He was able to adapt the regular components of the gun to work with the heavier trigger return spring from the MA-compliant 10# mechanism. The result is a trigger pull that weighs just a bit over 6#, is extremely crisp, and has a reset that hits your finger like a freight train compared to a normal non-MA M&P. The take-up now has some resistance to it, which I also wanted. If you've ever played with a Glock using the 3.5# connector and the "NY1" trigger spring, this feels a lot like that setup but with a crisper break.



I'm not knowledgeable enough to explain all that he did, but essentially he did the equivalent of a 4# trigger job on the gun, then modified it for the heavier return spring. The trigger now weighs in at 6-and-a-quarter pounds on my NRA weight set, and I expect it may drop by a tiny amount with use.



So you're probably asking why?



  • I'm a firm believer that the proliferation of trigger-lightening on carry and duty pistols is a mistake. It's unsafe. Period. For years, 4.5# was considered the safe minimum for a 1911 ... and that's on a gun that has a positive manual safety! Under stress, in an environment lacking a bullet-safe backstop or identifiable "down range" safe area, the same trigger that is so easy to shoot at the range becomes easy to shoot accidentally in your home or on the sidewalk. Chant "my trigger finger and my brain are my safeties" all you want ... under stress, caca happens. With this heavier setup not only is my margin of error 50% better than a 4# trigger, but I get tactile feedback the moment my finger starts to move the trigger.

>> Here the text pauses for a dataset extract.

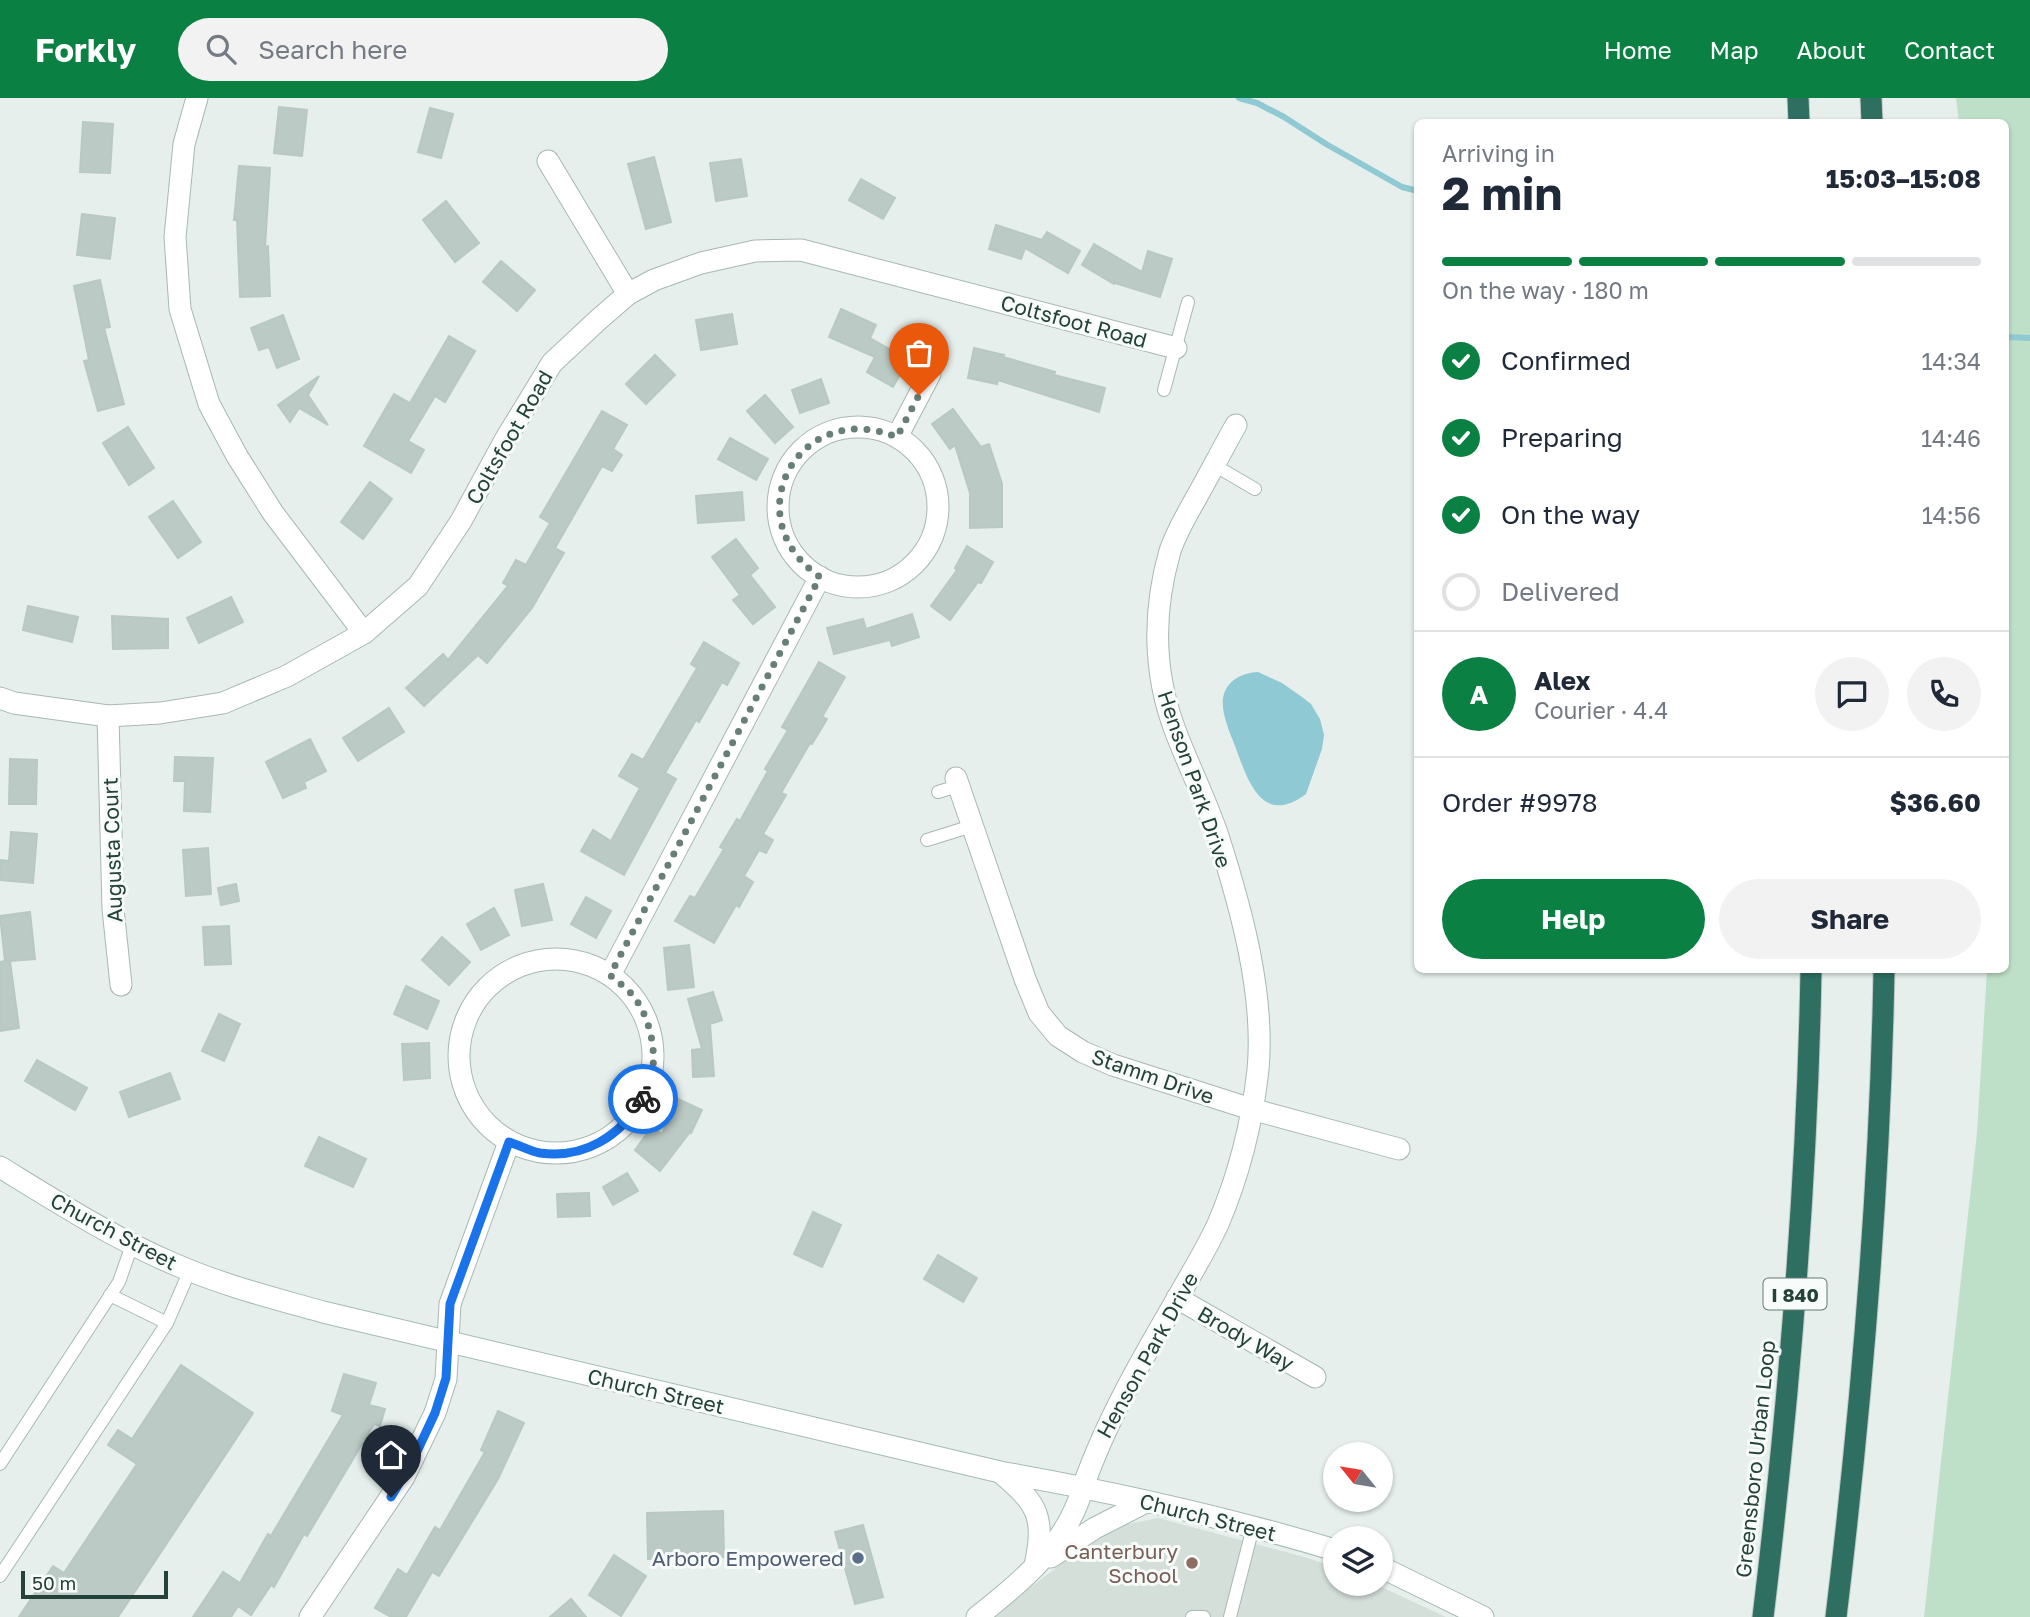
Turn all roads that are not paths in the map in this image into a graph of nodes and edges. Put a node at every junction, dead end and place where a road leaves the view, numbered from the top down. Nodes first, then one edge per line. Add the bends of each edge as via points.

  • Trigger pull weight isn't nearly as critical as many people think. In my experience, only a tiny number of people truly shoot sub-3# triggers better than 5#+ triggers. There is certainly a perception that it's easier, and certainly if you're shooting bullseyes at 50yd it could make some difference. But if you're operating at speed, it's going to be the crispness and the overtravel (or lack thereof) that makes the biggest difference in your accuracy ... especially under stress.

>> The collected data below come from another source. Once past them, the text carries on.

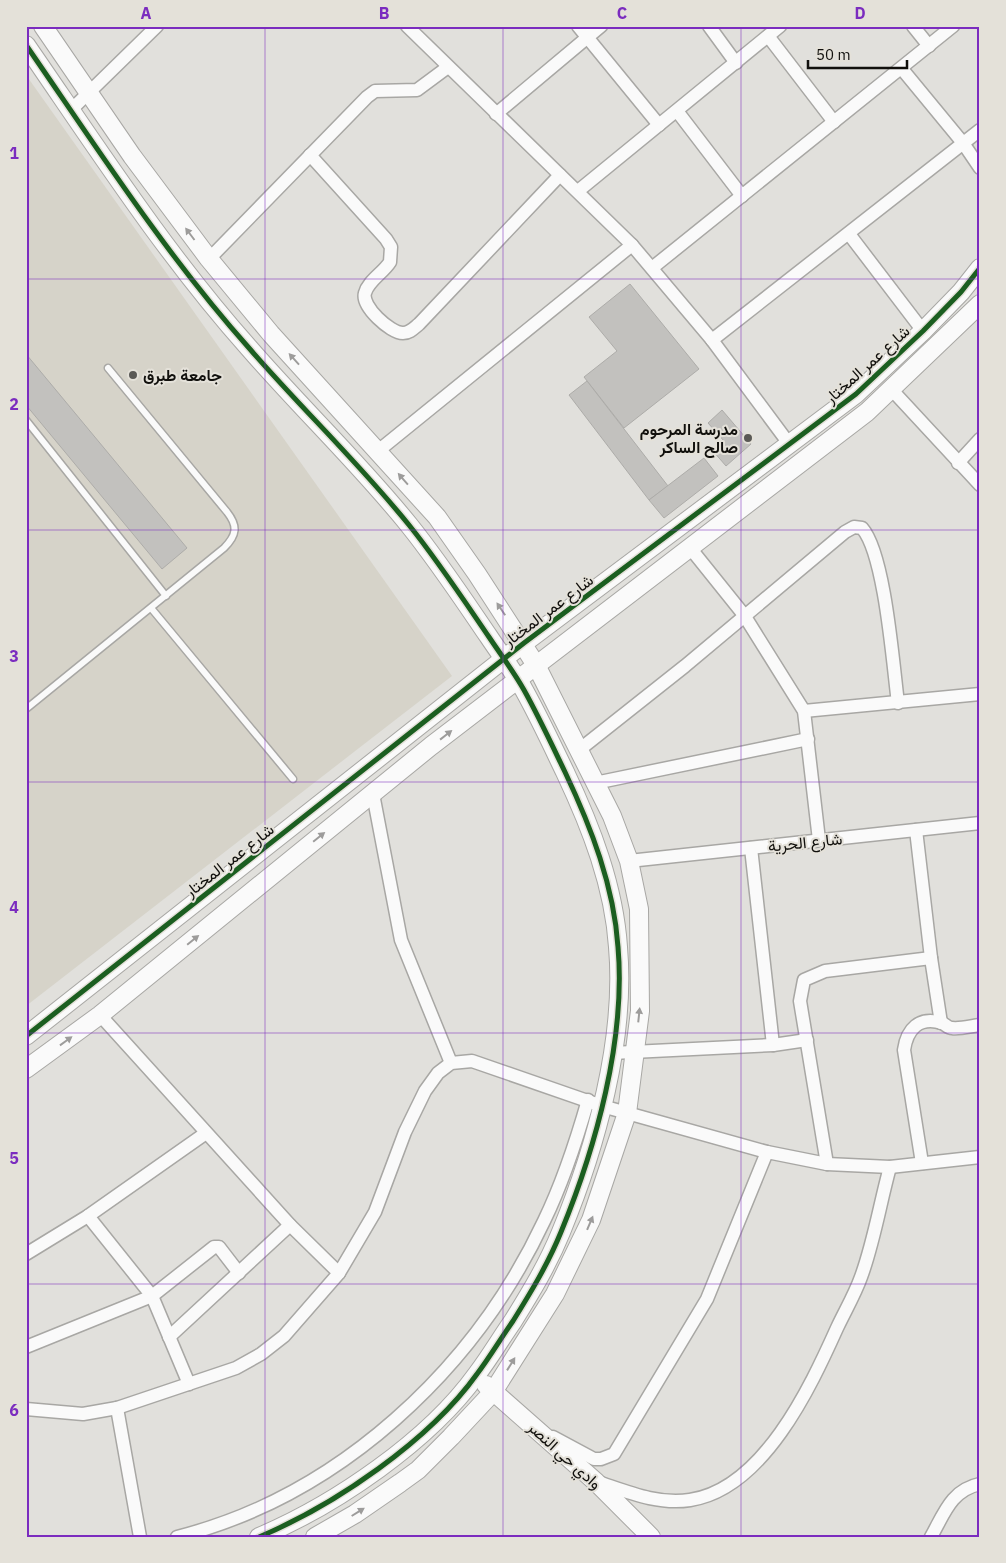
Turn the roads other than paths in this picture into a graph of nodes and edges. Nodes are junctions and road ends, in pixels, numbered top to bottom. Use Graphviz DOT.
graph roads {
  1 [pos="43,26"];
  2 [pos="156,26"];
  3 [pos="578,26"];
  4 [pos="601,26"];
  5 [pos="709,26"];
  6 [pos="780,26"];
  7 [pos="913,26"];
  8 [pos="954,26"];
  9 [pos="414,29"];
  10 [pos="589,36"];
  11 [pos="768,36"];
  12 [pos="26,45"];
  13 [pos="929,46"];
  14 [pos="736,63"];
  15 [pos="448,67"];
  16 [pos="902,69"];
  17 [pos="90,93"];
  18 [pos="71,110"];
  19 [pos="677,111"];
  20 [pos="496,114"];
  21 [pos="834,122"];
  22 [pos="659,126"];
  23 [pos="980,130"];
  24 [pos="963,143"];
  25 [pos="310,155"];
  26 [pos="980,168"];
  27 [pos="560,175"];
  28 [pos="578,191"];
  29 [pos="742,196"];
  30 [pos="849,234"];
  31 [pos="632,245"];
  32 [pos="209,259"];
  33 [pos="652,268"];
  34 [pos="980,268"];
  35 [pos="980,304"];
  36 [pos="923,331"];
  37 [pos="712,340"];
  38 [pos="108,368"];
  39 [pos="892,390"];
  40 [pos="26,420"];
  41 [pos="980,439"];
  42 [pos="790,445"];
  43 [pos="378,451"];
  44 [pos="958,463"];
  45 [pos="979,489"];
  46 [pos="691,549"];
  47 [pos="166,596"];
  48 [pos="151,608"];
  49 [pos="744,615"];
  50 [pos="524,643"];
  51 [pos="504,659"];
  52 [pos="536,665"];
  53 [pos="518,679"];
  54 [pos="980,694"];
  55 [pos="898,703"];
  56 [pos="26,709"];
  57 [pos="804,711"];
  58 [pos="808,739"];
  59 [pos="579,750"];
  60 [pos="293,779"];
  61 [pos="595,783"];
  62 [pos="373,794"];
  63 [pos="980,823"];
  64 [pos="916,830"];
  65 [pos="819,840"];
  66 [pos="751,848"];
  67 [pos="629,861"];
  68 [pos="931,958"];
  69 [pos="100,1015"];
  70 [pos="941,1023"];
  71 [pos="980,1025"];
  72 [pos="26,1036"];
  73 [pos="807,1040"];
  74 [pos="772,1045"];
  75 [pos="634,1052"];
  76 [pos="612,1053"];
  77 [pos="451,1063"];
  78 [pos="26,1069"];
  79 [pos="595,1103"];
  80 [pos="627,1113"];
  81 [pos="206,1134"];
  82 [pos="767,1152"];
  83 [pos="980,1156"];
  84 [pos="922,1163"];
  85 [pos="827,1164"];
  86 [pos="890,1167"];
  87 [pos="88,1216"];
  88 [pos="290,1225"];
  89 [pos="26,1254"];
  90 [pos="239,1273"];
  91 [pos="338,1273"];
  92 [pos="152,1296"];
  93 [pos="170,1337"];
  94 [pos="26,1347"];
  95 [pos="476,1377"];
  96 [pos="189,1384"];
  97 [pos="494,1392"];
  98 [pos="117,1408"];
  99 [pos="26,1409"];
  100 [pos="535,1428"];
  101 [pos="596,1482"];
  102 [pos="980,1484"];
  103 [pos="140,1537"];
  104 [pos="178,1537"];
  105 [pos="259,1537"];
  106 [pos="315,1537"];
  107 [pos="651,1537"];
  108 [pos="931,1537"];
  1 -- 17 [label="street"];
  2 -- 17 [label="street"];
  3 -- 10 [label="street"];
  4 -- 10 [label="street"];
  5 -- 14 [label="street"];
  6 -- 11 [label="street"];
  7 -- 13 [label="street"];
  8 -- 13 [label="street"];
  9 -- 15 [label="street"];
  10 -- 20 [label="street"];
  10 -- 22 [label="street"];
  11 -- 14 [label="street"];
  11 -- 21 [label="street"];
  12 -- 18 [label="street"];
  13 -- 16 [label="street"];
  14 -- 19 [label="street"];
  15 -- 20 [label="street"];
  15 -- 25 [label="street"];
  16 -- 21 [label="street"];
  16 -- 24 [label="street"];
  17 -- 18 [label="street"];
  32 -- 17 [label="street, one-way"];
  18 -- 51 [label="street"];
  19 -- 22 [label="street"];
  19 -- 29 [label="street"];
  20 -- 27 [label="street"];
  21 -- 29 [label="street"];
  22 -- 28 [label="street"];
  23 -- 24 [label="street"];
  24 -- 26 [label="street"];
  24 -- 30 [label="street"];
  25 -- 27 [label="street"];
  25 -- 32 [label="street"];
  27 -- 28 [label="street"];
  28 -- 31 [label="street"];
  29 -- 33 [label="street"];
  30 -- 36 [label="street"];
  30 -- 37 [label="street"];
  31 -- 33 [label="street"];
  31 -- 43 [label="street"];
  43 -- 32 [label="street, one-way"];
  33 -- 37 [label="street"];
  34 -- 36 [label="street, شارع عمر المختار"];
  35 -- 39 [label="street, شارع عمر المختار"];
  36 -- 42 [label="street, شارع عمر المختار"];
  37 -- 42 [label="street"];
  38 -- 47 [label="lane"];
  39 -- 44 [label="street"];
  39 -- 46 [label="street, شارع عمر المختار"];
  40 -- 47 [label="lane"];
  41 -- 44 [label="street"];
  42 -- 50 [label="street, شارع عمر المختار"];
  50 -- 43 [label="street, one-way"];
  44 -- 45 [label="street"];
  46 -- 49 [label="street"];
  46 -- 52 [label="street, شارع عمر المختار"];
  47 -- 48 [label="lane"];
  48 -- 56 [label="lane"];
  48 -- 60 [label="lane"];
  49 -- 55 [label="street"];
  49 -- 57 [label="street"];
  49 -- 59 [label="street"];
  50 -- 51 [label="street, شارع عمر المختار"];
  50 -- 52 [label="street"];
  51 -- 53 [label="street"];
  51 -- 72 [label="street, شارع عمر المختار"];
  52 -- 53 [label="street, شارع عمر المختار"];
  52 -- 59 [label="street"];
  62 -- 53 [label="street, شارع عمر المختار, one-way"];
  53 -- 76 [label="street"];
  54 -- 55 [label="street"];
  55 -- 57 [label="street"];
  57 -- 58 [label="street"];
  58 -- 61 [label="street"];
  58 -- 65 [label="street"];
  59 -- 61 [label="street"];
  61 -- 67 [label="street"];
  69 -- 62 [label="street, شارع عمر المختار, one-way"];
  62 -- 77 [label="street"];
  63 -- 64 [label="street, شارع الحرية"];
  64 -- 65 [label="street, شارع الحرية"];
  64 -- 68 [label="street"];
  65 -- 66 [label="street, شارع الحرية"];
  66 -- 67 [label="street, شارع الحرية"];
  66 -- 74 [label="street"];
  75 -- 67 [label="street, one-way"];
  68 -- 70 [label="street"];
  68 -- 73 [label="street"];
  78 -- 69 [label="street, شارع عمر المختار, one-way"];
  69 -- 81 [label="street"];
  70 -- 71 [label="street"];
  70 -- 84 [label="street"];
  73 -- 74 [label="street"];
  73 -- 85 [label="street"];
  74 -- 75 [label="street"];
  75 -- 76 [label="street"];
  75 -- 80 [label="street"];
  76 -- 79 [label="street"];
  77 -- 79 [label="street"];
  77 -- 91 [label="street"];
  79 -- 80 [label="street"];
  79 -- 95 [label="street"];
  79 -- 104 [label="street"];
  80 -- 82 [label="street"];
  97 -- 80 [label="street, one-way"];
  81 -- 87 [label="street"];
  81 -- 88 [label="street"];
  82 -- 85 [label="street"];
  82 -- 100 [label="street"];
  83 -- 84 [label="street"];
  84 -- 86 [label="street"];
  85 -- 86 [label="street"];
  86 -- 101 [label="street"];
  87 -- 89 [label="street"];
  87 -- 92 [label="street"];
  88 -- 90 [label="street"];
  88 -- 91 [label="street"];
  90 -- 92 [label="street"];
  90 -- 93 [label="street"];
  91 -- 96 [label="street"];
  92 -- 93 [label="street"];
  92 -- 94 [label="street"];
  93 -- 96 [label="street"];
  95 -- 97 [label="street, وادي حي النصر"];
  95 -- 105 [label="street"];
  96 -- 98 [label="street"];
  97 -- 100 [label="street, وادي حي النصر"];
  106 -- 97 [label="street, one-way"];
  98 -- 99 [label="street"];
  98 -- 103 [label="street"];
  100 -- 101 [label="street, وادي حي النصر"];
  101 -- 107 [label="street, وادي حي النصر"];
  102 -- 108 [label="street"];
}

  • There are two advantages to having a strong positive reset. First, for any given amount of travel, a stronger reset spring means the gun will reset faster. Faster reset means faster follow-up shots. Second, a stronger reset means the trigger is moving forward as fast as your trigger finger will allow ... so you're less likely to lose contact with the trigger, less likely to slap your followup shots, and therefore your accuracy at speed should be better. (I can't claim credit for these two points as original ideas; Jerry Miculek took the time to explain it to me once when I was shooting a SIG DAK in competition and doing better than I'd expected
    ).




    • I've only put a box of ammo through the gun so I can't say I've measured my splits yet. But I did get to shoot some 6" plates at 35yd and was getting all my hits. The same drill on the same targets with my gun before this work (about a 5.25# trigger pull but not crisp by any means) wasn't nearly as successful. Which again proves that it's the crisp trigger with minimal overtravel that gives you accuracy, not light weight.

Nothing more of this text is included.